You Don’t Have to Pay To Play

I had a great win on the ol’ eBay the other night.  I meantioned at one point that I downsized all of my photography gear a few years ago and have been using the Canon G15 for a while now. I really love​ that camera but don’t like that it is missing an external mic port and a real viewfinder. 

I didn’t want to buy another camera with detachable lenses so I did a little research and found that the Nikon P7800 had a usable view finder and a mic port. This was the one to have, so I fired up my thinking mill and planned what it would take to own that camera. 

Step one, find out how much it is new and used to get an idea of what is considered a deal. Done. 

New, it was over $600 and we already know I’m not looking for a new one.  Used price was $400, consistently.  So I wanted to find one for under that. But I couldn’t. 

I went to Amazon and paid the $390 to be done with it. Then, just for the hell of it I went back on eBay and happened to see an auction ending soon near $300. I though that if I could win this one for anything less than $400, I’d be saving, so I threw down $316.90 and was immediately outbid. Like a squirrel trying to get out of a garbage can I tried to flip in another bid. I was too slow and lost the auction, at a final price of like $320. I was pissed that I missed that chance to save $80, but just for the hell of it, I looked to see if there were any other auctions going on. I happened to look at the right time, because a guy had just posted his camera for $200,  buy-it-now style, which man’s no auction, you just get it. I thoufht, it must have been for parts or something? That was half the price of what they had been going for. 

Fast forward three seconds and I bought it.  It is home now and doing just fine. We actually recorded a video on it this morning for mother’s day. 

Now my G15 is listed on eBay and has 10 bids on it and two days left at $158. I’m expecting that one to go for around $200, which would mean that I was able to slip right into the camera I wanted, for nothing but a little time and research. I got lucky on this one though. 

I ended up cancelling the amazon order of course. 

The point is to make sure you shop around thoroughly before making a purchase. 

Victim of a Sale, Almost

A few days ago, somebody told my wife that Gander Mountain was going out of business and everything was on sale.  My wife went and scored a few great deals on raincoats for the kids that have been hard to come across, and she picked up a coat for herself. One of those two-in-one coats so she can get rid of a few other jackets. 

I decided I would go check out what they had to see if I could find a deal for myself. I have been wanting to find a coat to replace several for a while now anyway. 

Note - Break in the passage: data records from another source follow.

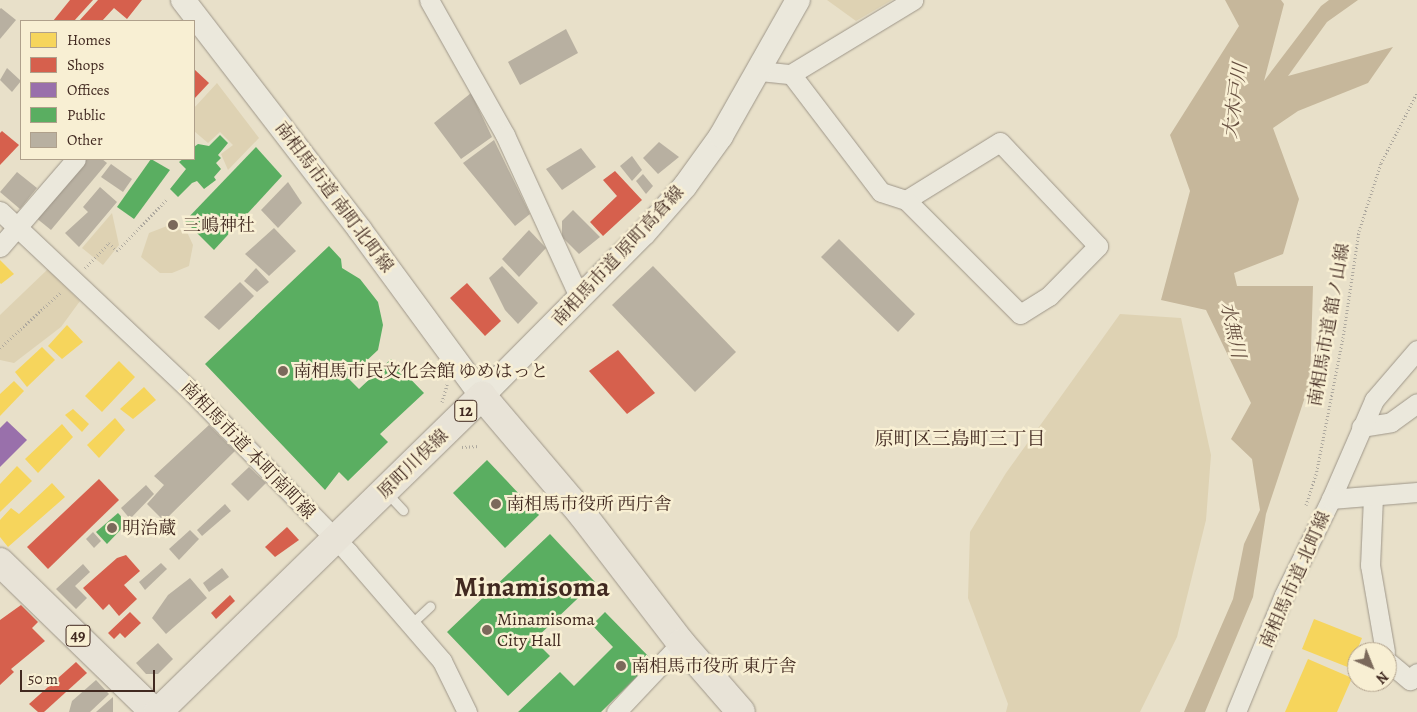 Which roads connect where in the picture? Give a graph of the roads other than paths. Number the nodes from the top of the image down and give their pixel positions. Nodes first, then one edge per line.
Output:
1 (429, 0) edge
2 (798, 0) edge
3 (913, 0) edge
4 (190, 8) edge
5 (760, 71) junction
6 (791, 74) junction
7 (75, 160) edge
8 (906, 200) junction
9 (0, 211) edge
10 (18, 228) junction
11 (0, 247) edge
12 (580, 299) junction
13 (1417, 350) edge
14 (482, 396) junction
15 (1417, 403) edge
16 (1361, 427) junction
17 (1417, 492) edge
18 (1373, 497) junction
19 (1331, 499) junction
20 (334, 538) junction
21 (0, 562) edge
22 (430, 606) dead end
23 (411, 624) junction
24 (1383, 642) edge
25 (681, 643) junction
26 (1397, 669) edge
27 (1417, 673) edge
28 (154, 712) edge
29 (158, 712) edge
30 (467, 712) edge
31 (616, 712) edge
32 (741, 712) edge
33 (1236, 712) edge

1 - 12 street
2 - 5 street, 南相馬市道 原町高倉線
3 - 6 street
4 - 14 street, 南相馬市道 南町北町線
5 - 6 street
5 - 12 street, 南相馬市道 原町高倉線
6 - 8 street
7 - 10 street
8 - 8 street
9 - 10 street, 南相馬市道 本町南町線
10 - 11 street
10 - 20 street, 南相馬市道 本町南町線
12 - 14 street, 南相馬市道 原町高倉線
13 - 16 street
14 - 20 main road, 原町川俣線 / 12
14 - 25 main road, 12
15 - 16 street
16 - 19 street
17 - 18 street, 南相馬市道 北町線
18 - 19 street, 南相馬市道 北町線
18 - 24 street
19 - 33 street, 南相馬市道 北町線
20 - 23 street, 南相馬市道 本町南町線
20 - 29 main road, 原町川俣線 / 12
21 - 28 main road, 49
22 - 23 lane
23 - 30 street, 南相馬市道 本町南町線
25 - 31 street
25 - 32 main road, 12
26 - 27 street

I got there and pretty much everything was at least 20% off. There did appear to be some good deals after all. I went straight to the clearance section and didn’t like the selection they had in my size. I looked at every jacket they had in the place and ended up walking around with two, trying to decide which one to get. I was caught up in the sale-price-moment and was blinded to the point where I forgot that I didn’t have to buy anything at all that day. 

That’s what sales do. They make you feel a sense of urgency. Buy it now or you’ll regret it. 

I wasn’t particularly fond of either of the jackets I was walking around with and realized that I can probably find exactly what I want if I do some more shopping. 

I beat the hell out of the 20% off deal that day by saving 100%. 

Set Your Goals and Timelines

I think that one of the primary reasons people with good intentions of getting ahead fail to do so is because they don’t put time-frames on their goals. If you don’t do this, you could be chasing your goals to your funeral.

Decide if your main goal is to pay off a loan, become debt free, retire early, whatever.  Then, do what I mentioned in Where to Start and get everything written down and calculate how long it will take you to pay off each debt using the snowball principal. There is your timeline. If you aren’t hitting those goals, something is wrong. Maybe life happened, but it’s always going to, so don’t let that be your excuse. If something comes up that saps some of your money unexpectedly, try to find a way to make up that cash another way. Do some odd jobs, sell some of your junk, downgrade a big ticket item, do something. 

You want to stay on course with this and slacking or telling yourself you’ve got time won’t work. Don’t make the mistake of telling yourself you have your whole life to get ahead or that’s exactly how long it will take you to get there.